▸ What you should do: Could you output every record again, exactly as given?

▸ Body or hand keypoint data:
-.-.-

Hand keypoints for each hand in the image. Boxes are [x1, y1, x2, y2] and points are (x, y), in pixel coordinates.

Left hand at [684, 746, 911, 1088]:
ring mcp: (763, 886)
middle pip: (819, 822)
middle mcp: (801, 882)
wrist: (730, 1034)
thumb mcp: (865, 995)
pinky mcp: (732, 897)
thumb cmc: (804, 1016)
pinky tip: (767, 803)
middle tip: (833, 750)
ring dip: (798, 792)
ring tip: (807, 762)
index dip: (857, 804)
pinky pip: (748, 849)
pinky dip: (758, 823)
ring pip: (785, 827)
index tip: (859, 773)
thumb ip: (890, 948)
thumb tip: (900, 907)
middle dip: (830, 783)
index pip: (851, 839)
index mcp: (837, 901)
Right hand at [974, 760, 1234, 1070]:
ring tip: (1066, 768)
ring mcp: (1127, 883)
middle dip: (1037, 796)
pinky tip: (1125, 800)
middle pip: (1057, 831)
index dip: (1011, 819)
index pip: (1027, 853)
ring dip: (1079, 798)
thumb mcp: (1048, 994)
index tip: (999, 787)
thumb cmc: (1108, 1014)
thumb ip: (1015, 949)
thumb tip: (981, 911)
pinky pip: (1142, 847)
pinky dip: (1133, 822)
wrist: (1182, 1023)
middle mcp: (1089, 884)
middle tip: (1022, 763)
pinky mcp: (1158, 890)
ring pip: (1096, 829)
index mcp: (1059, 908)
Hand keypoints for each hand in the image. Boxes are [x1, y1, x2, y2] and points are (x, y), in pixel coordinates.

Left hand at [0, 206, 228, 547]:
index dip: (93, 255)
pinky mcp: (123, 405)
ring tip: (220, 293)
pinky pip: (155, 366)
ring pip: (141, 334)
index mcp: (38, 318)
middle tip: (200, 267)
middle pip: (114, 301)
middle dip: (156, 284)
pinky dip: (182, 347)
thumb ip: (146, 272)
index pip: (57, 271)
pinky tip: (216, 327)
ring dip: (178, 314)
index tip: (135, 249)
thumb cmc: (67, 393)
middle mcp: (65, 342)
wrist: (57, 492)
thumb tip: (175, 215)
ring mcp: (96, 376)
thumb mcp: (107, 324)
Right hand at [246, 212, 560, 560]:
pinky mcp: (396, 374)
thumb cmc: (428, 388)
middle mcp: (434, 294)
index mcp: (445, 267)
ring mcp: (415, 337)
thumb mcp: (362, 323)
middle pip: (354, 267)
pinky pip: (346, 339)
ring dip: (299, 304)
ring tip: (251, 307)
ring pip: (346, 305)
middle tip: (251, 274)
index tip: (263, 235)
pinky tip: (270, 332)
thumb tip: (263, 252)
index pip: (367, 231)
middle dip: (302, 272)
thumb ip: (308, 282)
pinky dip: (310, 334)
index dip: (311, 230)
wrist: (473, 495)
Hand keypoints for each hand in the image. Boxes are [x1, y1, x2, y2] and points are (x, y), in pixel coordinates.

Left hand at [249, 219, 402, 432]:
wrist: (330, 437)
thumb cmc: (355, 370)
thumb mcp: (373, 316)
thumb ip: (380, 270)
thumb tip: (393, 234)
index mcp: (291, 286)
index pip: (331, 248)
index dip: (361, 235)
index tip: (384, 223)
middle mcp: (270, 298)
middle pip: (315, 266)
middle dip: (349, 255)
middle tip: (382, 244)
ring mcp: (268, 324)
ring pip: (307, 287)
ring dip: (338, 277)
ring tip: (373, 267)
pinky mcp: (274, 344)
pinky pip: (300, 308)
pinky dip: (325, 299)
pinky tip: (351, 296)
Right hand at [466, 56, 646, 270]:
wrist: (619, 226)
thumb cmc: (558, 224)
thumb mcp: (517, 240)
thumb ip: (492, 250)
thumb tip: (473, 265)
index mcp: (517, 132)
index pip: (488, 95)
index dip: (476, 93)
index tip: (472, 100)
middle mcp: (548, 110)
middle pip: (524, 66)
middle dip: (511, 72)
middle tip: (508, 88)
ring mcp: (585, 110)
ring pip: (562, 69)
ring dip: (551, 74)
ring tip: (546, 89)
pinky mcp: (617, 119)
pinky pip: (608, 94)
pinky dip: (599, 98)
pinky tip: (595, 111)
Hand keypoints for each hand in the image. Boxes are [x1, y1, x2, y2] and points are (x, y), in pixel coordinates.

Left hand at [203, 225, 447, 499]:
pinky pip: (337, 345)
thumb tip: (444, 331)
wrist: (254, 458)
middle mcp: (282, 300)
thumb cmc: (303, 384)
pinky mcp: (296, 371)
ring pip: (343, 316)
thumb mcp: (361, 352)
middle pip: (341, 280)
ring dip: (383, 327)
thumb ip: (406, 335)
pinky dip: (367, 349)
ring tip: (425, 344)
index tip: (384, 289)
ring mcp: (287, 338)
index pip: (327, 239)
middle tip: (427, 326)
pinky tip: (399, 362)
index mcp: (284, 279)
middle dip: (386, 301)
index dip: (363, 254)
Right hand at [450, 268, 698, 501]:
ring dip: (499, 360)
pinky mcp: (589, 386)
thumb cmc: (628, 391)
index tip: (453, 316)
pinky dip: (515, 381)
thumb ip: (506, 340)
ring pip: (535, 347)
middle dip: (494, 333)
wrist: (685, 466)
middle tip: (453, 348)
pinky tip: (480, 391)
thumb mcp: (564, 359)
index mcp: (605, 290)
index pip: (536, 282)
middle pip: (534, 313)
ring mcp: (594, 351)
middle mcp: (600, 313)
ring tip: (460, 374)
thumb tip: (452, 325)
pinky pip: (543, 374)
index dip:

-.-.-

▸ Response to this task:
Hand keypoints for each hand in the image. Boxes are [x1, y1, x2, y2] and points are (x, y), in pixel coordinates.

Left hand at [684, 746, 911, 1088]:
ring mcp: (763, 886)
middle pip: (819, 822)
middle mcp: (801, 882)
wrist: (730, 1034)
thumb mcp: (865, 995)
pinky mcp: (732, 897)
thumb cmc: (804, 1016)
pinky tip: (767, 803)
middle tip: (833, 750)
ring dip: (798, 792)
ring tip: (807, 762)
index dip: (857, 804)
pinky pip: (748, 849)
pinky dip: (758, 823)
ring pip: (785, 827)
index tip: (859, 773)
thumb ip: (890, 948)
thumb tip: (900, 907)
middle dip: (830, 783)
index pip: (851, 839)
index mcp: (837, 901)
Right hand at [974, 760, 1234, 1070]:
ring tip: (1066, 768)
ring mcp: (1127, 883)
middle dip: (1037, 796)
pinky tip: (1125, 800)
middle pip: (1057, 831)
index dip: (1011, 819)
index pip: (1027, 853)
ring dip: (1079, 798)
thumb mcp: (1048, 994)
index tip: (999, 787)
thumb cmc: (1108, 1014)
thumb ip: (1015, 949)
thumb tip: (981, 911)
pinky pip: (1142, 847)
pinky dip: (1133, 822)
wrist: (1182, 1023)
middle mcp: (1089, 884)
middle tip: (1022, 763)
pinky mcp: (1158, 890)
ring pip: (1096, 829)
index mcp: (1059, 908)
Hand keypoints for each hand in the image. Boxes are [x1, y1, x2, y2] and points are (x, y), in pixel coordinates.

Left hand at [0, 206, 228, 547]:
index dip: (93, 255)
pinky mcp: (123, 405)
ring tip: (220, 293)
pinky pip: (155, 366)
ring pip: (141, 334)
index mcp: (38, 318)
middle tip: (200, 267)
middle pip: (114, 301)
middle dip: (156, 284)
pinky dip: (182, 347)
thumb ip: (146, 272)
index pip: (57, 271)
pinky tip: (216, 327)
ring dip: (178, 314)
index tip: (135, 249)
thumb cmc: (67, 393)
middle mcp: (65, 342)
wrist: (57, 492)
thumb tip: (175, 215)
ring mcp: (96, 376)
thumb mcp: (107, 324)
Right hand at [246, 212, 560, 560]:
pinky mcp: (396, 374)
thumb cmc: (428, 388)
middle mcp: (434, 294)
index mcp: (445, 267)
ring mcp: (415, 337)
thumb mcp: (362, 323)
middle pip: (354, 267)
pinky pip: (346, 339)
ring dip: (299, 304)
ring tip: (251, 307)
ring pip: (346, 305)
middle tip: (251, 274)
index tip: (263, 235)
pinky tip: (270, 332)
thumb tip: (263, 252)
index pip: (367, 231)
middle dip: (302, 272)
thumb ip: (308, 282)
pinky dip: (310, 334)
index dip: (311, 230)
wrist: (473, 495)
Hand keypoints for each hand in the image. Boxes are [x1, y1, x2, y2] and points are (x, y), in pixel coordinates.

Left hand at [249, 219, 402, 432]:
wrist: (330, 437)
thumb cmc: (355, 370)
thumb mcp: (373, 316)
thumb ip: (380, 270)
thumb tip: (393, 234)
index mcp: (291, 286)
index pip: (331, 248)
index dip: (361, 235)
index tip: (384, 223)
middle mcp: (270, 298)
middle pip: (315, 266)
middle dip: (349, 255)
middle tip: (382, 244)
ring mcp: (268, 324)
ring pip: (307, 287)
ring dip: (338, 277)
ring tip: (373, 267)
pinky mcp: (274, 344)
pinky pip: (300, 308)
pinky dip: (325, 299)
pinky tip: (351, 296)
Right hand at [466, 56, 646, 270]:
wrist: (619, 226)
thumb cmc: (558, 224)
thumb mcp: (517, 240)
thumb ip: (492, 250)
thumb tip: (473, 265)
index mcp: (517, 132)
index pip: (488, 95)
index dip: (476, 93)
index tip: (472, 100)
middle mcp: (548, 110)
middle pip: (524, 66)
middle dip: (511, 72)
middle tip: (508, 88)
ring mcp: (585, 110)
ring pip: (562, 69)
ring dip: (551, 74)
ring tip: (546, 89)
pinky mcp: (617, 119)
pinky pip: (608, 94)
pinky dip: (599, 98)
pinky tip: (595, 111)
Hand keypoints for each hand in the image. Boxes are [x1, y1, x2, y2] and points are (x, y), in pixel coordinates.

Left hand at [203, 225, 447, 499]:
pinky pip: (337, 345)
thumb tip: (444, 331)
wrist: (254, 458)
middle mcp: (282, 300)
thumb cmc: (303, 384)
pinky mcp: (296, 371)
ring pip: (343, 316)
thumb mcp: (361, 352)
middle pip: (341, 280)
ring dip: (383, 327)
thumb ip: (406, 335)
pinky dip: (367, 349)
ring tip: (425, 344)
index tip: (384, 289)
ring mcp: (287, 338)
index pip: (327, 239)
middle tip: (427, 326)
pinky tip: (399, 362)
index mcp: (284, 279)
middle dip: (386, 301)
index dip: (363, 254)
Right hand at [450, 268, 698, 501]:
ring dip: (499, 360)
pinky mcp: (589, 386)
thumb cmc: (628, 391)
index tip: (453, 316)
pinky dip: (515, 381)
thumb ip: (506, 340)
ring pip: (535, 347)
middle dip: (494, 333)
wrist: (685, 466)
middle tip: (453, 348)
pinky tip: (480, 391)
thumb mcp: (564, 359)
index mcp: (605, 290)
index pip: (536, 282)
middle pip: (534, 313)
ring mcp: (594, 351)
middle mcp: (600, 313)
ring tip: (460, 374)
thumb tip: (452, 325)
pinky pip: (543, 374)
index dip:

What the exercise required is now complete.